___ Supplied data
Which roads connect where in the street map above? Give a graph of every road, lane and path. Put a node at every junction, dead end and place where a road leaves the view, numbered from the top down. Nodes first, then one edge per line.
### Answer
______
___ Supplied data
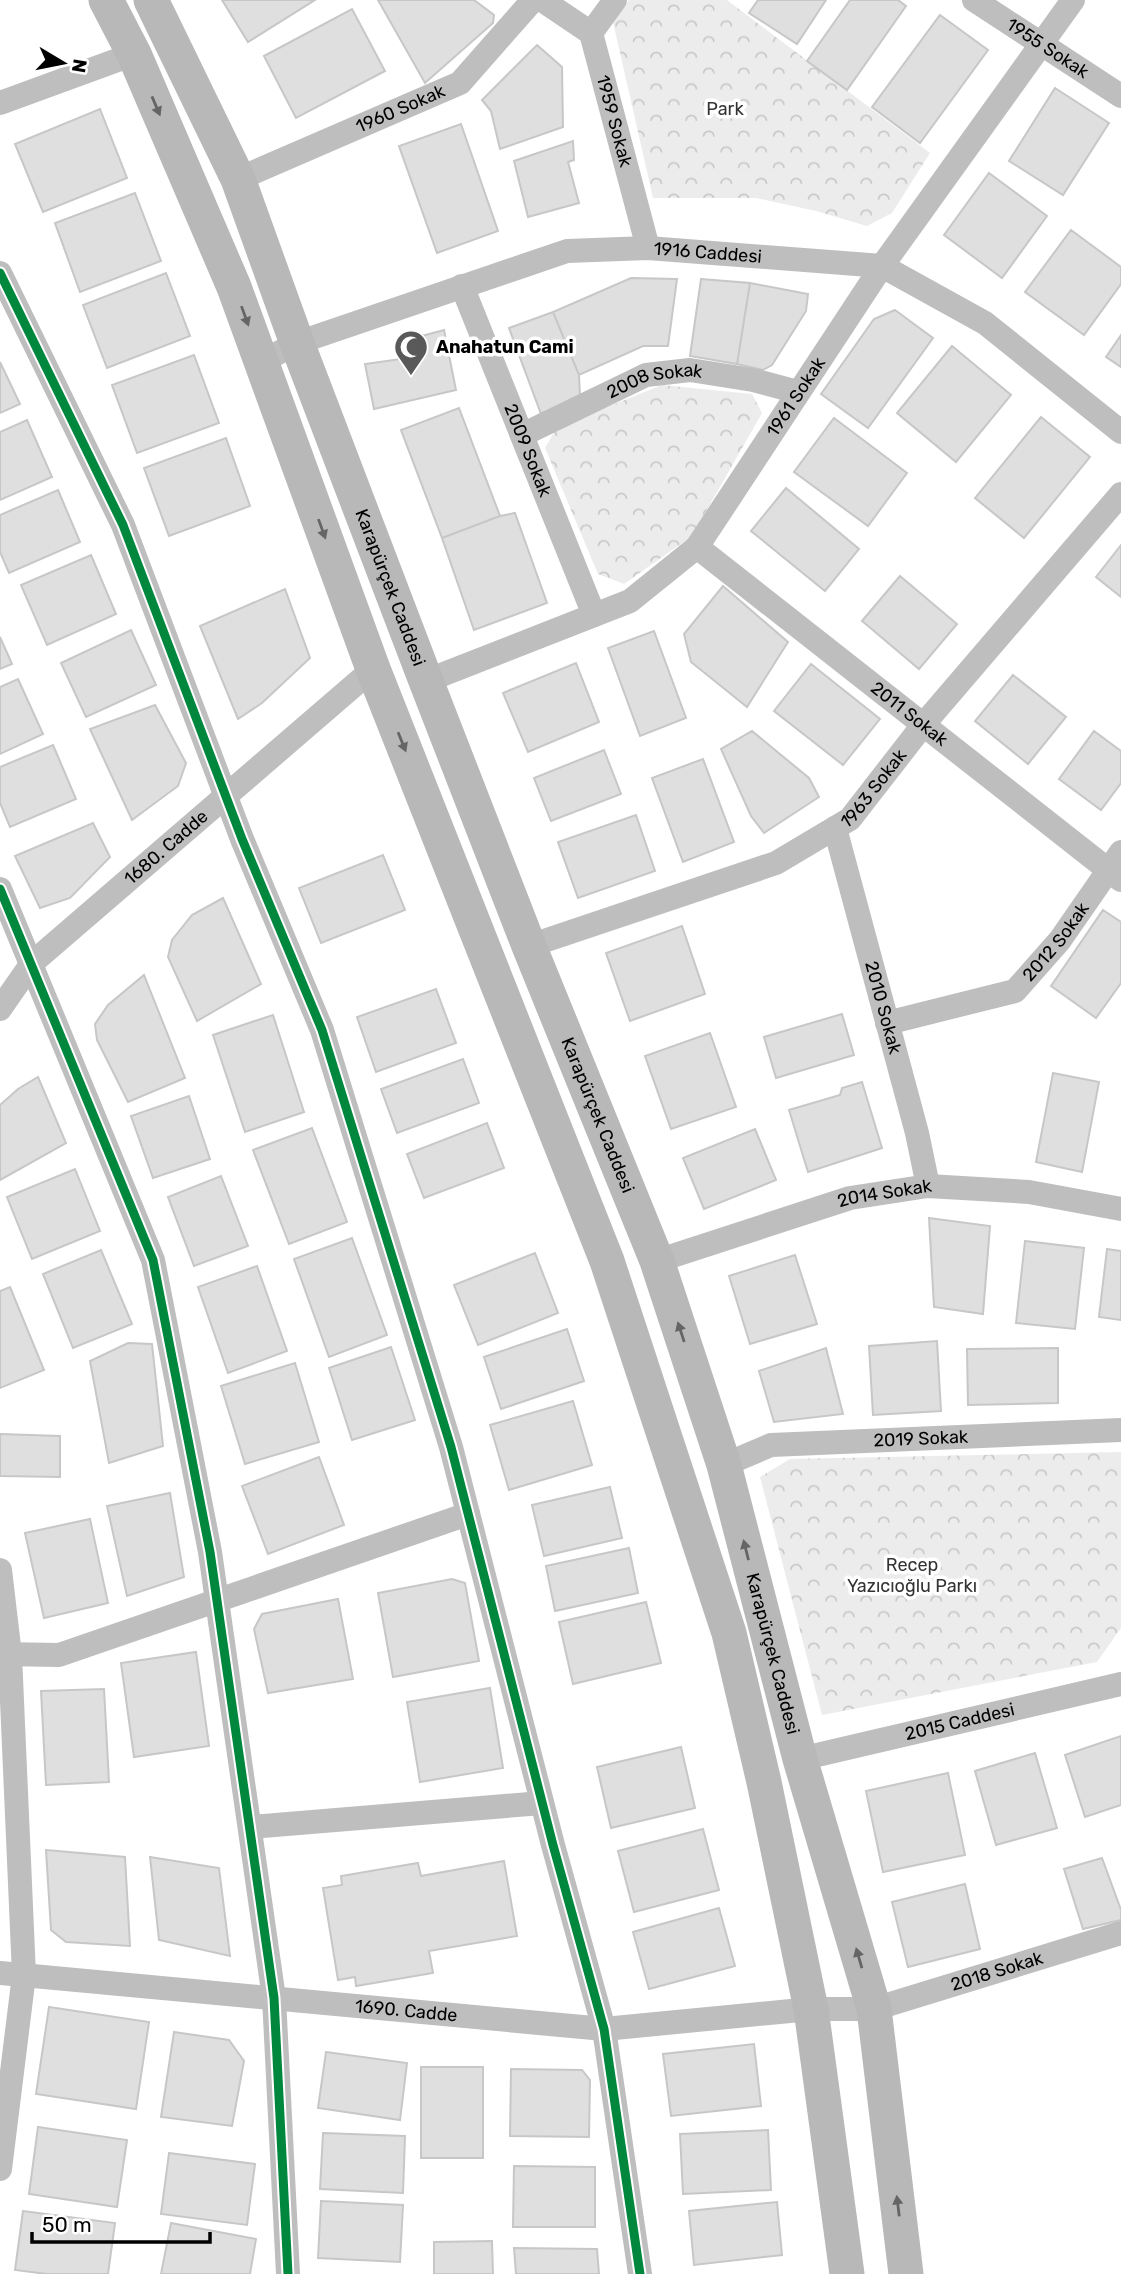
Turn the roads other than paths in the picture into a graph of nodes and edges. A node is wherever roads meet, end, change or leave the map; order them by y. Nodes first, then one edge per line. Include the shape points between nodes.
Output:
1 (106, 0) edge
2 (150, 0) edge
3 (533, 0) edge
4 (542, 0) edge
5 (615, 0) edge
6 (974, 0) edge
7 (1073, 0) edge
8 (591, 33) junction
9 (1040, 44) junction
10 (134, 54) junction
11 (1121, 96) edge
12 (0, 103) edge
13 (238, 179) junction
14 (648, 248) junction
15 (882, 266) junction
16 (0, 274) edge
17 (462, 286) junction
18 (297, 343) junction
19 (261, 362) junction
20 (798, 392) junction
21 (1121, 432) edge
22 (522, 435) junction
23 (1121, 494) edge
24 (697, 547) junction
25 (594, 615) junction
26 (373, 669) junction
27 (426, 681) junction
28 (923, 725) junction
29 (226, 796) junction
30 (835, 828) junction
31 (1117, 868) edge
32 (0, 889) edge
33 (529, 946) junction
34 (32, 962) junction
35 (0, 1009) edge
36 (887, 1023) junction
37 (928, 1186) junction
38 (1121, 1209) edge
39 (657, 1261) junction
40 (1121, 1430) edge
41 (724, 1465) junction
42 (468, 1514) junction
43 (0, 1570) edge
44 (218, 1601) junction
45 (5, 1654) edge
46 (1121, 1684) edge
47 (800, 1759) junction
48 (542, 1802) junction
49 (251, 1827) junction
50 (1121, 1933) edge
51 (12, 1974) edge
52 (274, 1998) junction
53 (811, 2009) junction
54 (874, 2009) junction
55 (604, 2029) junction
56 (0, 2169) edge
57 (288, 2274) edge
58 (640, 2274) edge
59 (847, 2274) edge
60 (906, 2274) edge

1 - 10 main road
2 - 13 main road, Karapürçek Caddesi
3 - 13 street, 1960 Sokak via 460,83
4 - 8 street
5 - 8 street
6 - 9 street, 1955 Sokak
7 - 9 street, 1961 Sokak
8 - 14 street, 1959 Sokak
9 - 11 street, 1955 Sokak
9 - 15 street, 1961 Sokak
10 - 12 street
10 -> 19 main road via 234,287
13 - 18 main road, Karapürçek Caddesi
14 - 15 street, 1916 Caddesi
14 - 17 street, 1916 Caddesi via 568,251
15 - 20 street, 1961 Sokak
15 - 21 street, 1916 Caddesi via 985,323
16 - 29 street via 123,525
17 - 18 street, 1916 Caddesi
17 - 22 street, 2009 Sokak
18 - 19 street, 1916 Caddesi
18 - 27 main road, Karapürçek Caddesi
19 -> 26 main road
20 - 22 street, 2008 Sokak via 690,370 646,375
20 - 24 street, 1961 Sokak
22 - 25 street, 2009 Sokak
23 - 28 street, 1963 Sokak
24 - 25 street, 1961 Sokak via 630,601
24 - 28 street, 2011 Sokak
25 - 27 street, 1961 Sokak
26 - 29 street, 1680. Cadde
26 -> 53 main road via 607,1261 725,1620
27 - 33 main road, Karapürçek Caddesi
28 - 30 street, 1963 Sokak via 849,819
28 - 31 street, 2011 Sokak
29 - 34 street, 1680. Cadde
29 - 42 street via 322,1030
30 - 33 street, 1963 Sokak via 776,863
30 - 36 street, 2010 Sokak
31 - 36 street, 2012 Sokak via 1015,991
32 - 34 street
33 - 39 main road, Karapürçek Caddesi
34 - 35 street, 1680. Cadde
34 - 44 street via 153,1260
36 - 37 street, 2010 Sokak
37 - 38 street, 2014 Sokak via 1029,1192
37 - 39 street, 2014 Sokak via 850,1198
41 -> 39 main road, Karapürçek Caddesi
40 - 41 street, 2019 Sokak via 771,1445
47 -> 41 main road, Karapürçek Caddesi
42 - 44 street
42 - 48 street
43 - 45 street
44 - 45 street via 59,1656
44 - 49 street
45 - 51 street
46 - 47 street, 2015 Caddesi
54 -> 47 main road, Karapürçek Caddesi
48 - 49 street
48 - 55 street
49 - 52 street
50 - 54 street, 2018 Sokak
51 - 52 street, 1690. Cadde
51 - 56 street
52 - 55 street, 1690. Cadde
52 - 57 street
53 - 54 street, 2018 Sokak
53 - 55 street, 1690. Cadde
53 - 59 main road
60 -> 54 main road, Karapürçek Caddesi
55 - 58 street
______
• [Exercise goal]:
Work out how many lines of the preceding data contain the word "node". Reply with that number only.

• [Problem solution]:
2